[Task objective] Lift out each line of the data that holds "dead".

[Stored data]
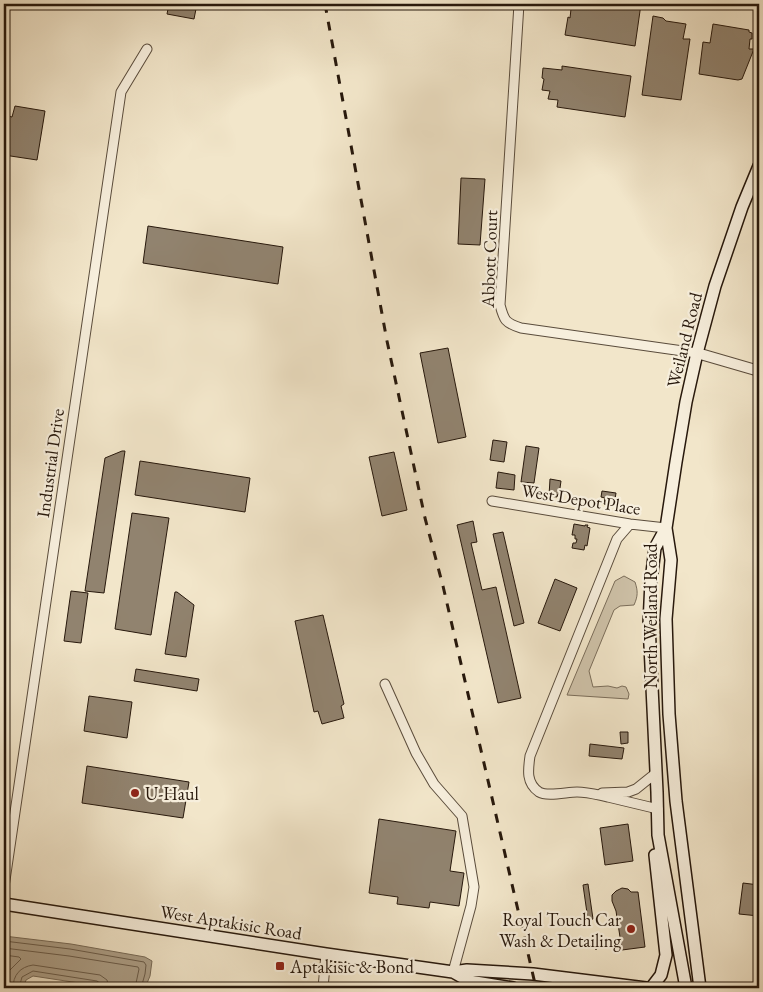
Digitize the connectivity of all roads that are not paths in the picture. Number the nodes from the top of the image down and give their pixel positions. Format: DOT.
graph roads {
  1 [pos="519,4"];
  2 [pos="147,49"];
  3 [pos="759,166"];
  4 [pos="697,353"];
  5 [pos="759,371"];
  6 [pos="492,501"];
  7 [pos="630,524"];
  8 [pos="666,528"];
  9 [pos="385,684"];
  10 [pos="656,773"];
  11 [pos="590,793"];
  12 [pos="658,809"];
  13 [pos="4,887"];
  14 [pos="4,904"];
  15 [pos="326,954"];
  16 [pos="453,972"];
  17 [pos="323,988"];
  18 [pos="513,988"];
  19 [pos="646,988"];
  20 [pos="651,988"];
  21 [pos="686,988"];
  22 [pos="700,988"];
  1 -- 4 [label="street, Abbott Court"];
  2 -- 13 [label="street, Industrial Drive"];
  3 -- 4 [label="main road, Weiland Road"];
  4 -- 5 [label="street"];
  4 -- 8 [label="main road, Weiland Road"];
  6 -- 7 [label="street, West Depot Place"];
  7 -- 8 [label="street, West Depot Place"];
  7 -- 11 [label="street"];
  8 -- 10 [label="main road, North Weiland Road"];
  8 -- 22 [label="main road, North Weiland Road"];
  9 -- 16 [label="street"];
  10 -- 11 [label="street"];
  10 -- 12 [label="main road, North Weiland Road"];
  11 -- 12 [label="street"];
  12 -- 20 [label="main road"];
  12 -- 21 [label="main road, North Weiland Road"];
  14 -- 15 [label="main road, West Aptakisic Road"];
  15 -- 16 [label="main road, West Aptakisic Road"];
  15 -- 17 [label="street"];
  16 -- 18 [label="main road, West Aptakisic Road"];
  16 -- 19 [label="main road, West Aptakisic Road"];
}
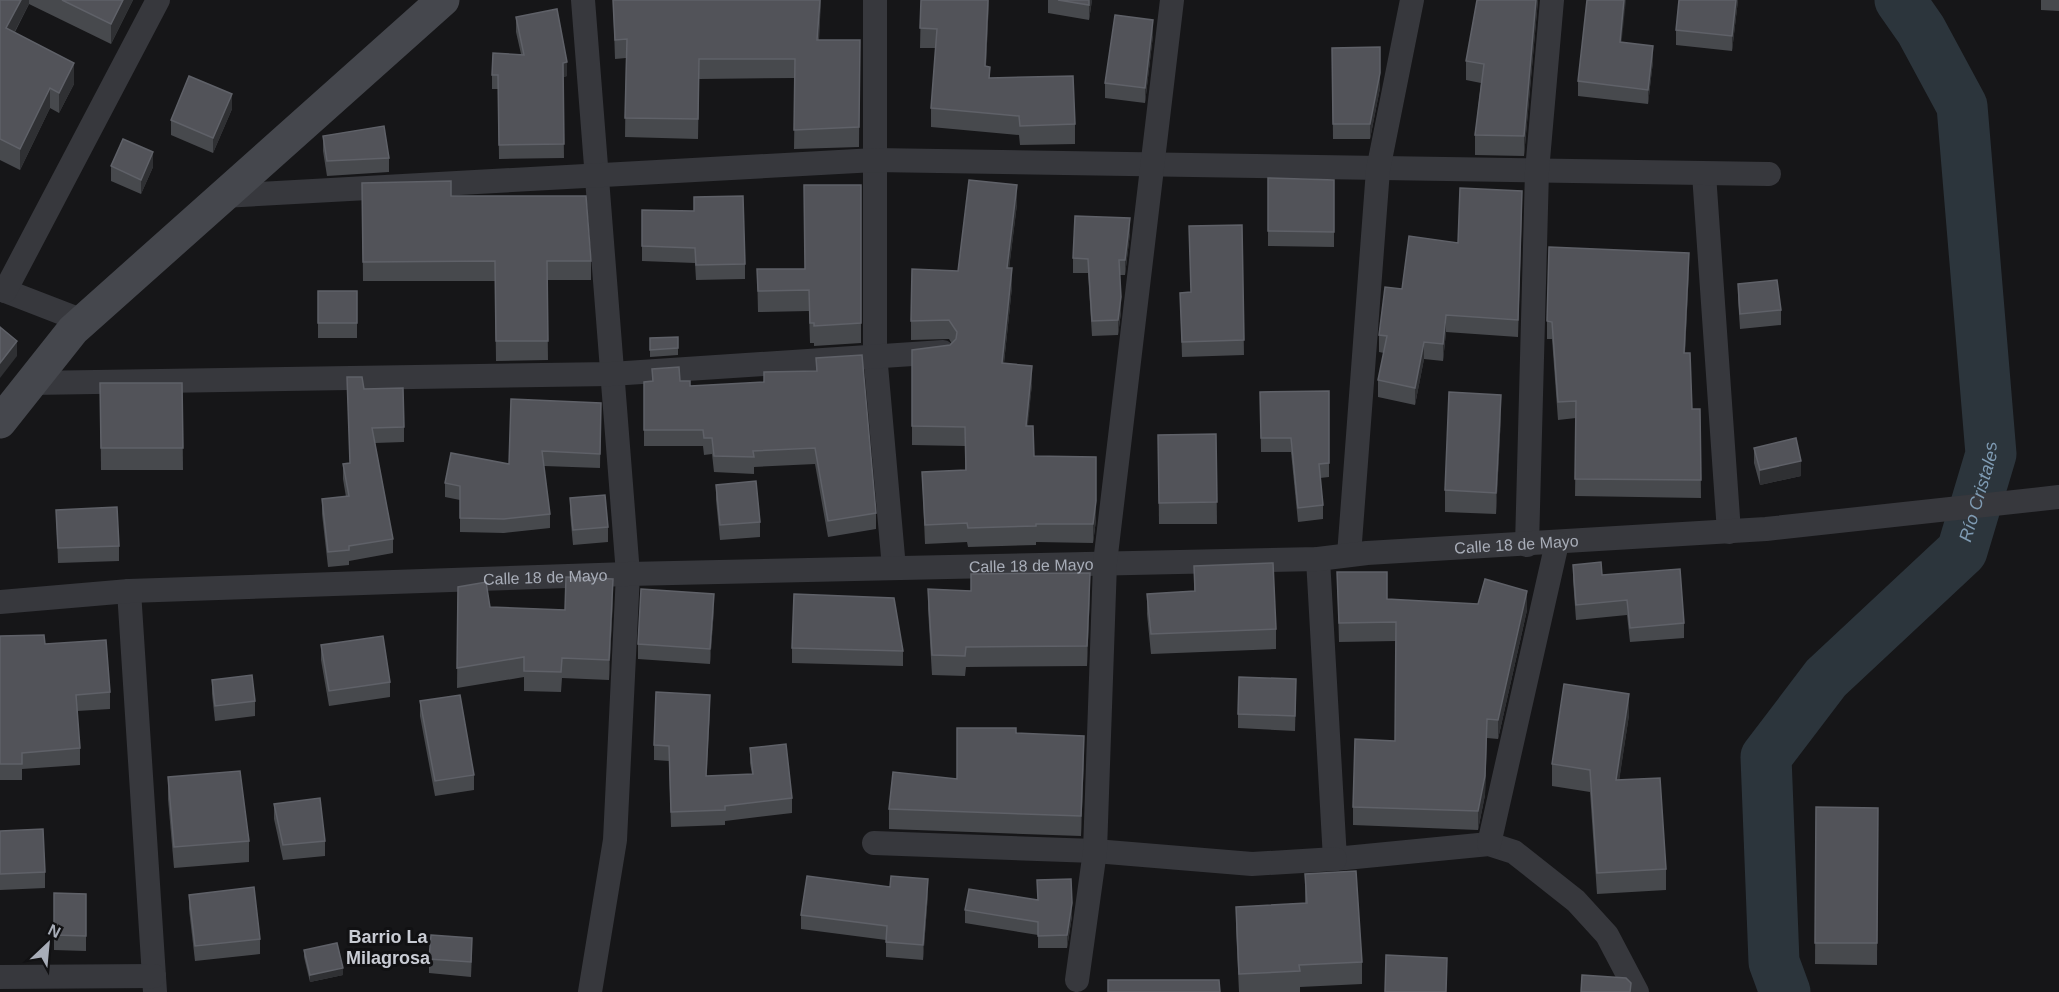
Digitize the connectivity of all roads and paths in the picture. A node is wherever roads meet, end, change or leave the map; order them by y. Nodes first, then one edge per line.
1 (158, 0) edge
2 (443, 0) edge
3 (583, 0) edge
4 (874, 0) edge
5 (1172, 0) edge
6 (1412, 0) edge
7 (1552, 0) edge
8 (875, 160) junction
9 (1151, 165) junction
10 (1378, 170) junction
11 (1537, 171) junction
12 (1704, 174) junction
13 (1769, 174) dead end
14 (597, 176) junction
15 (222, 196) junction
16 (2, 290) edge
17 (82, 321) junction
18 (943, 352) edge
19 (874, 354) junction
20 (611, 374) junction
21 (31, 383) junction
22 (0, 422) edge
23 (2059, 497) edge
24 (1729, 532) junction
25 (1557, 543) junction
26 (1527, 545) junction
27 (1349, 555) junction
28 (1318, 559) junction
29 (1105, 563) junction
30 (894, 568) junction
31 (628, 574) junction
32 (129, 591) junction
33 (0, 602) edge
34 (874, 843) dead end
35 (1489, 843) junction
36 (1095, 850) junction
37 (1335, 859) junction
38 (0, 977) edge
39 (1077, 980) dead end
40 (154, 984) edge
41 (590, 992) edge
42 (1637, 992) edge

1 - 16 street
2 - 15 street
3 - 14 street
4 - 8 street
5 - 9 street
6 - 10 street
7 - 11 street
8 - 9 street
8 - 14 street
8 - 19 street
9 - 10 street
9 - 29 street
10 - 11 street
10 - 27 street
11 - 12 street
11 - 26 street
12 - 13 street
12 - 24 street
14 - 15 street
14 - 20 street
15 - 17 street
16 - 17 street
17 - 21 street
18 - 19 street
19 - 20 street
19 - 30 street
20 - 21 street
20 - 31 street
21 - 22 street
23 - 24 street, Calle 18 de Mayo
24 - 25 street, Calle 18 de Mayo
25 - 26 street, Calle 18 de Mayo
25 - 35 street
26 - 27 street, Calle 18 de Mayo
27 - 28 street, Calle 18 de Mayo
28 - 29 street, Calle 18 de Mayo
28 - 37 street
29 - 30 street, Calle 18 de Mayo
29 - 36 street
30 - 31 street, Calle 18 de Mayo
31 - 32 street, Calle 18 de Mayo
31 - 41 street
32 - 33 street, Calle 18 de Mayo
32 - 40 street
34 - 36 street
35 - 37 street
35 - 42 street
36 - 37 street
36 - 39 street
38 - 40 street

[Result of this task]
13 (1769, 174) dead end
34 (874, 843) dead end
39 (1077, 980) dead end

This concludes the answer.